DATA SECTION

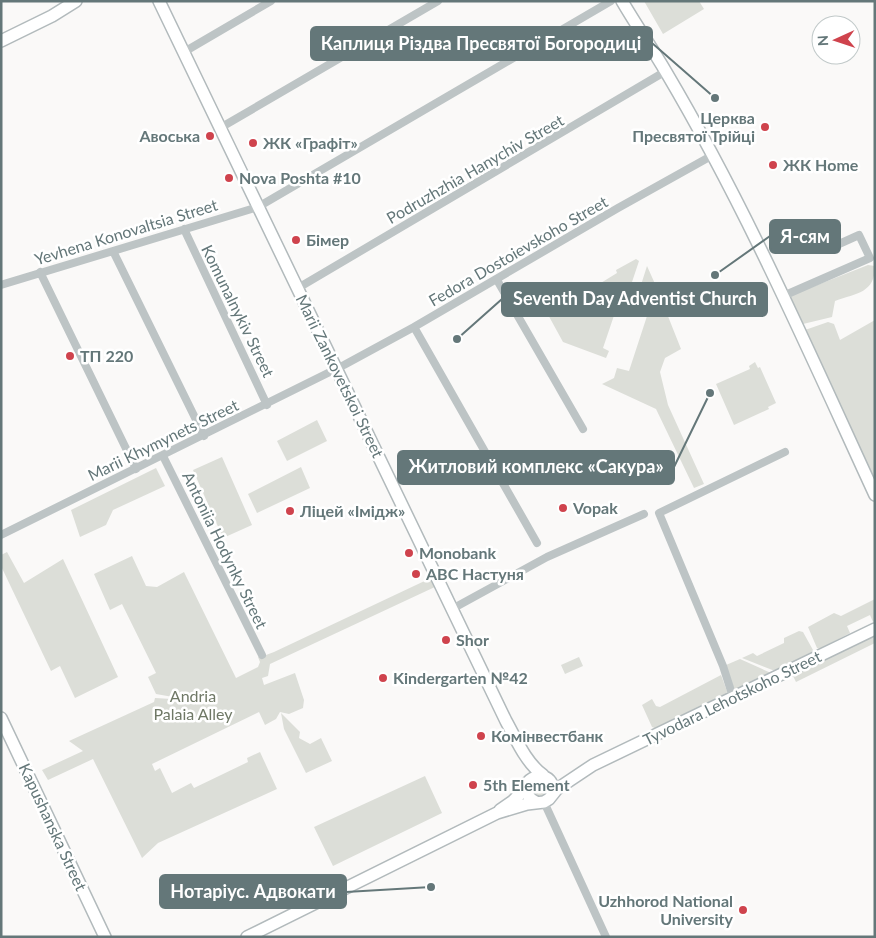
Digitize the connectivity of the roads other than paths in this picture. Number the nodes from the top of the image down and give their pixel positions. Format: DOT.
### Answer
graph roads {
  1 [pos="76,1"];
  2 [pos="159,1"];
  3 [pos="271,1"];
  4 [pos="438,1"];
  5 [pos="611,1"];
  6 [pos="622,1"];
  7 [pos="1,41"];
  8 [pos="184,52"];
  9 [pos="666,71"];
  10 [pos="220,128"];
  11 [pos="712,155"];
  12 [pos="258,207"];
  13 [pos="184,229"];
  14 [pos="839,244"];
  15 [pos="113,251"];
  16 [pos="40,272"];
  17 [pos="497,280"];
  18 [pos="1,285"];
  19 [pos="298,288"];
  20 [pos="782,296"];
  21 [pos="414,327"];
  22 [pos="337,370"];
  23 [pos="267,404"];
  24 [pos="583,429"];
  25 [pos="204,436"];
  26 [pos="785,452"];
  27 [pos="163,456"];
  28 [pos="136,469"];
  29 [pos="875,495"];
  30 [pos="644,514"];
  31 [pos="1,535"];
  32 [pos="537,543"];
  33 [pos="452,609"];
  34 [pos="875,629"];
  35 [pos="262,655"];
  36 [pos="733,697"];
  37 [pos="1,718"];
  38 [pos="522,751"];
  39 [pos="590,767"];
  40 [pos="545,776"];
  41 [pos="527,785"];
  42 [pos="544,800"];
  43 [pos="497,814"];
  44 [pos="105,937"];
  45 [pos="247,937"];
  46 [pos="606,937"];
  1 -- 7 [label="street"];
  2 -- 8 [label="street, Marii Zankovetskoi Street"];
  3 -- 8 [label="street"];
  4 -- 10 [label="street"];
  5 -- 12 [label="street, Yevhena Konovaltsia Street"];
  6 -- 9 [label="street"];
  8 -- 10 [label="street, Marii Zankovetskoi Street"];
  9 -- 11 [label="street"];
  9 -- 19 [label="street, Podruzhzhia Hanychiv Street"];
  10 -- 12 [label="street, Marii Zankovetskoi Street"];
  11 -- 17 [label="street, Fedora Dostoievskoho Street"];
  11 -- 20 [label="street"];
  12 -- 13 [label="street, Yevhena Konovaltsia Street"];
  12 -- 19 [label="street, Marii Zankovetskoi Street"];
  13 -- 15 [label="street, Yevhena Konovaltsia Street"];
  13 -- 23 [label="street, Komunalnykiv Street"];
  14 -- 20 [label="street"];
  15 -- 16 [label="street, Yevhena Konovaltsia Street"];
  15 -- 25 [label="street"];
  16 -- 18 [label="street, Yevhena Konovaltsia Street"];
  16 -- 28 [label="street"];
  17 -- 21 [label="street, Fedora Dostoievskoho Street"];
  17 -- 24 [label="street"];
  19 -- 22 [label="street, Marii Zankovetskoi Street"];
  20 -- 29 [label="street"];
  21 -- 22 [label="street, Fedora Dostoievskoho Street"];
  21 -- 32 [label="street"];
  22 -- 23 [label="street, Marii Khymynets Street"];
  22 -- 33 [label="street, Marii Zankovetskoi Street"];
  23 -- 25 [label="street, Marii Khymynets Street"];
  25 -- 27 [label="street, Marii Khymynets Street"];
  26 -- 36 [label="street"];
  27 -- 28 [label="street, Marii Khymynets Street"];
  27 -- 35 [label="street, Antoniia Hodynky Street"];
  28 -- 31 [label="street, Marii Khymynets Street"];
  30 -- 33 [label="street"];
  33 -- 38 [label="street, Marii Zankovetskoi Street"];
  34 -- 36 [label="street, Tyvodara Lehotskoho Street"];
  36 -- 39 [label="street, Tyvodara Lehotskoho Street"];
  37 -- 44 [label="street, Kapushanska Street"];
  38 -- 40 [label="street, Marii Zankovetskoi Street"];
  38 -- 41 [label="street, Marii Zankovetskoi Street"];
  39 -- 40 [label="street, Tyvodara Lehotskoho Street"];
  39 -- 42 [label="street, Tyvodara Lehotskoho Street"];
  40 -- 41 [label="street"];
  40 -- 42 [label="street"];
  41 -- 42 [label="street"];
  41 -- 43 [label="street, Tyvodara Lehotskoho Street"];
  42 -- 43 [label="street, Tyvodara Lehotskoho Street"];
  42 -- 46 [label="street"];
  43 -- 45 [label="street, Tyvodara Lehotskoho Street"];
}
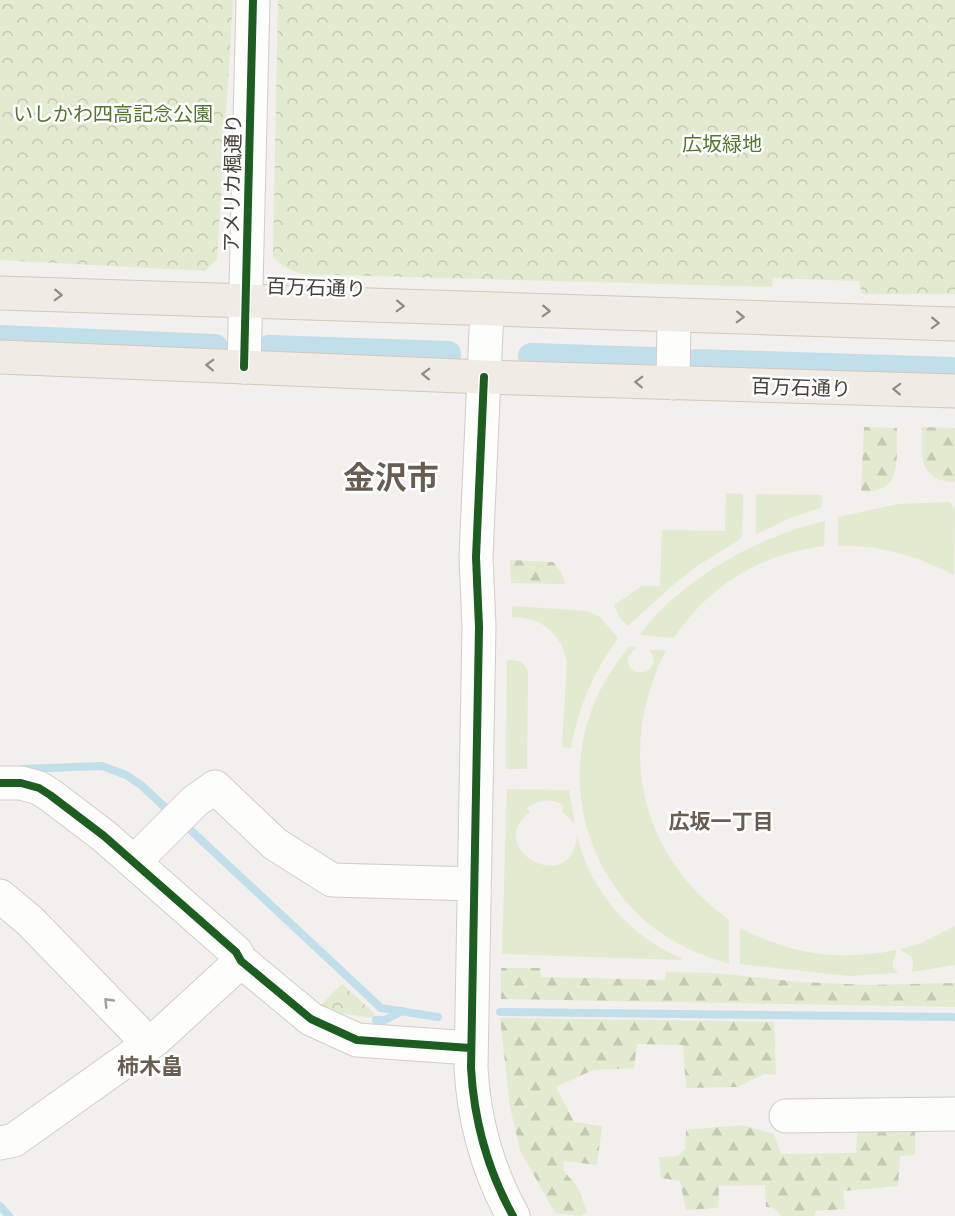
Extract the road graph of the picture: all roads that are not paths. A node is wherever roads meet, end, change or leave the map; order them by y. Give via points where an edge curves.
1 (253, 0) edge
2 (0, 293) edge
3 (246, 301) junction
4 (487, 309) junction
5 (674, 315) junction
6 (955, 324) edge
7 (0, 357) edge
8 (244, 367) junction
9 (484, 377) junction
10 (673, 383) junction
11 (955, 391) edge
12 (0, 783) edge
13 (134, 861) junction
14 (474, 884) junction
15 (0, 896) edge
16 (242, 961) junction
17 (148, 1044) junction
18 (471, 1048) junction
19 (955, 1114) edge
20 (786, 1116) dead end
21 (0, 1143) edge
22 (513, 1216) edge

1 - 3 street, アメリカ楓通り
2 -> 3 main road, 百万石通り
3 -> 4 main road, 百万石通り
3 - 8 street, アメリカ楓通り
4 -> 5 main road, 百万石通り
4 - 9 street
5 -> 6 main road, 百万石通り
5 - 10 street
8 -> 7 main road, 百万石通り
9 -> 8 main road, 百万石通り
10 -> 9 main road, 百万石通り
9 - 14 street via 476,557
11 -> 10 main road, 百万石通り
12 - 13 street via 39,788
13 - 14 street via 214,787 275,844 332,880
13 - 16 street
14 - 18 street
17 -> 15 street via 30,921
16 - 17 street
16 - 18 street via 310,1019 357,1040
17 - 21 street via 14,1140
18 - 22 street via 478,1127 489,1165
19 - 20 street

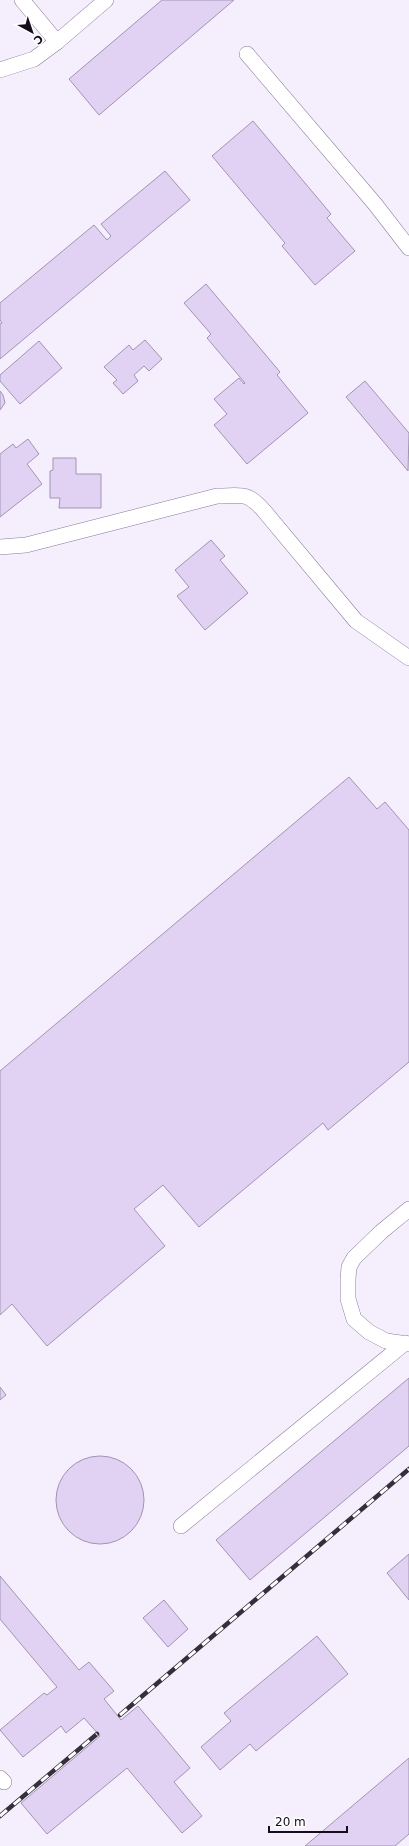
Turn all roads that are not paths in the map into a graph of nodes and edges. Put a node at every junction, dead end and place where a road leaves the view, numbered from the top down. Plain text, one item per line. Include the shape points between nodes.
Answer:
1 (22, 0) edge
2 (106, 0) edge
3 (58, 42) junction
4 (247, 54) dead end
5 (0, 70) edge
6 (409, 248) edge
7 (0, 547) edge
8 (409, 658) edge
9 (409, 1209) edge
10 (407, 1344) edge
11 (181, 1526) dead end

1 - 3 lane
2 - 3 lane
3 - 5 lane via 34,59
4 - 6 lane via 375,204
7 - 8 lane via 26,545 217,496 244,496 253,499 265,512 356,621
9 - 10 lane via 354,1258 349,1267 348,1279 348,1299 354,1320 386,1341
10 - 11 lane

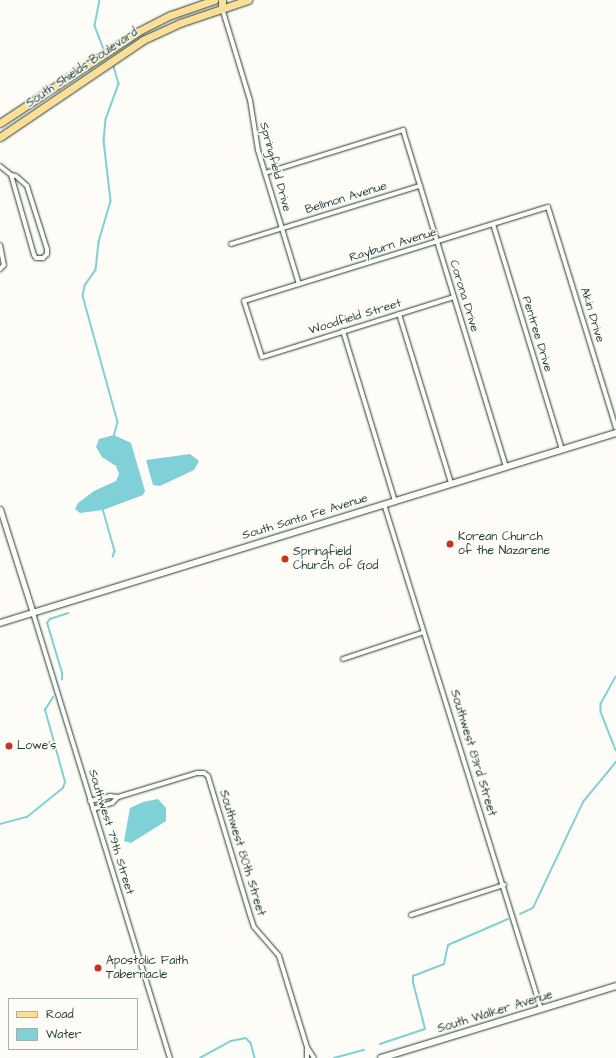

TASK INSTRUCTIONS
Output the records above exactly, leaving out pictures.

ANSWER SECTION
Digitize the connectivity of the roads other than paths in this picture. Number the nodes from the top of the image down and give their pixel positions. Format: DOT.
### Answer
graph roads {
  1 [pos="76,1"];
  2 [pos="159,1"];
  3 [pos="271,1"];
  4 [pos="438,1"];
  5 [pos="611,1"];
  6 [pos="622,1"];
  7 [pos="1,41"];
  8 [pos="184,52"];
  9 [pos="666,71"];
  10 [pos="220,128"];
  11 [pos="712,155"];
  12 [pos="258,207"];
  13 [pos="184,229"];
  14 [pos="839,244"];
  15 [pos="113,251"];
  16 [pos="40,272"];
  17 [pos="497,280"];
  18 [pos="1,285"];
  19 [pos="298,288"];
  20 [pos="782,296"];
  21 [pos="414,327"];
  22 [pos="337,370"];
  23 [pos="267,404"];
  24 [pos="583,429"];
  25 [pos="204,436"];
  26 [pos="785,452"];
  27 [pos="163,456"];
  28 [pos="136,469"];
  29 [pos="875,495"];
  30 [pos="644,514"];
  31 [pos="1,535"];
  32 [pos="537,543"];
  33 [pos="452,609"];
  34 [pos="875,629"];
  35 [pos="262,655"];
  36 [pos="733,697"];
  37 [pos="1,718"];
  38 [pos="522,751"];
  39 [pos="590,767"];
  40 [pos="545,776"];
  41 [pos="527,785"];
  42 [pos="544,800"];
  43 [pos="497,814"];
  44 [pos="105,937"];
  45 [pos="247,937"];
  46 [pos="606,937"];
  1 -- 7 [label="street"];
  2 -- 8 [label="street, Marii Zankovetskoi Street"];
  3 -- 8 [label="street"];
  4 -- 10 [label="street"];
  5 -- 12 [label="street, Yevhena Konovaltsia Street"];
  6 -- 9 [label="street"];
  8 -- 10 [label="street, Marii Zankovetskoi Street"];
  9 -- 11 [label="street"];
  9 -- 19 [label="street, Podruzhzhia Hanychiv Street"];
  10 -- 12 [label="street, Marii Zankovetskoi Street"];
  11 -- 17 [label="street, Fedora Dostoievskoho Street"];
  11 -- 20 [label="street"];
  12 -- 13 [label="street, Yevhena Konovaltsia Street"];
  12 -- 19 [label="street, Marii Zankovetskoi Street"];
  13 -- 15 [label="street, Yevhena Konovaltsia Street"];
  13 -- 23 [label="street, Komunalnykiv Street"];
  14 -- 20 [label="street"];
  15 -- 16 [label="street, Yevhena Konovaltsia Street"];
  15 -- 25 [label="street"];
  16 -- 18 [label="street, Yevhena Konovaltsia Street"];
  16 -- 28 [label="street"];
  17 -- 21 [label="street, Fedora Dostoievskoho Street"];
  17 -- 24 [label="street"];
  19 -- 22 [label="street, Marii Zankovetskoi Street"];
  20 -- 29 [label="street"];
  21 -- 22 [label="street, Fedora Dostoievskoho Street"];
  21 -- 32 [label="street"];
  22 -- 23 [label="street, Marii Khymynets Street"];
  22 -- 33 [label="street, Marii Zankovetskoi Street"];
  23 -- 25 [label="street, Marii Khymynets Street"];
  25 -- 27 [label="street, Marii Khymynets Street"];
  26 -- 36 [label="street"];
  27 -- 28 [label="street, Marii Khymynets Street"];
  27 -- 35 [label="street, Antoniia Hodynky Street"];
  28 -- 31 [label="street, Marii Khymynets Street"];
  30 -- 33 [label="street"];
  33 -- 38 [label="street, Marii Zankovetskoi Street"];
  34 -- 36 [label="street, Tyvodara Lehotskoho Street"];
  36 -- 39 [label="street, Tyvodara Lehotskoho Street"];
  37 -- 44 [label="street, Kapushanska Street"];
  38 -- 40 [label="street, Marii Zankovetskoi Street"];
  38 -- 41 [label="street, Marii Zankovetskoi Street"];
  39 -- 40 [label="street, Tyvodara Lehotskoho Street"];
  39 -- 42 [label="street, Tyvodara Lehotskoho Street"];
  40 -- 41 [label="street"];
  40 -- 42 [label="street"];
  41 -- 42 [label="street"];
  41 -- 43 [label="street, Tyvodara Lehotskoho Street"];
  42 -- 43 [label="street, Tyvodara Lehotskoho Street"];
  42 -- 46 [label="street"];
  43 -- 45 [label="street, Tyvodara Lehotskoho Street"];
}
Extract the road graph of the picture: all roads that are not paths. A node is wherever roads meet, end, change or leave the map; order them by y. Give via points where an edge curves.
1 (253, 0) edge
2 (0, 293) edge
3 (246, 301) junction
4 (487, 309) junction
5 (674, 315) junction
6 (955, 324) edge
7 (0, 357) edge
8 (244, 367) junction
9 (484, 377) junction
10 (673, 383) junction
11 (955, 391) edge
12 (0, 783) edge
13 (134, 861) junction
14 (474, 884) junction
15 (0, 896) edge
16 (242, 961) junction
17 (148, 1044) junction
18 (471, 1048) junction
19 (955, 1114) edge
20 (786, 1116) dead end
21 (0, 1143) edge
22 (513, 1216) edge

1 - 3 street, アメリカ楓通り
2 -> 3 main road, 百万石通り
3 -> 4 main road, 百万石通り
3 - 8 street, アメリカ楓通り
4 -> 5 main road, 百万石通り
4 - 9 street
5 -> 6 main road, 百万石通り
5 - 10 street
8 -> 7 main road, 百万石通り
9 -> 8 main road, 百万石通り
10 -> 9 main road, 百万石通り
9 - 14 street via 476,557
11 -> 10 main road, 百万石通り
12 - 13 street via 39,788
13 - 14 street via 214,787 275,844 332,880
13 - 16 street
14 - 18 street
17 -> 15 street via 30,921
16 - 17 street
16 - 18 street via 310,1019 357,1040
17 - 21 street via 14,1140
18 - 22 street via 478,1127 489,1165
19 - 20 street

Turn all roads that are not paths in the map into a graph of nodes and edges. Put a node at every junction, dead end and place where a road leaves the view, numbered from the top down. Plain text, one item per line. Include the shape points between nodes.
Answer:
1 (22, 0) edge
2 (106, 0) edge
3 (58, 42) junction
4 (247, 54) dead end
5 (0, 70) edge
6 (409, 248) edge
7 (0, 547) edge
8 (409, 658) edge
9 (409, 1209) edge
10 (407, 1344) edge
11 (181, 1526) dead end

1 - 3 lane
2 - 3 lane
3 - 5 lane via 34,59
4 - 6 lane via 375,204
7 - 8 lane via 26,545 217,496 244,496 253,499 265,512 356,621
9 - 10 lane via 354,1258 349,1267 348,1279 348,1299 354,1320 386,1341
10 - 11 lane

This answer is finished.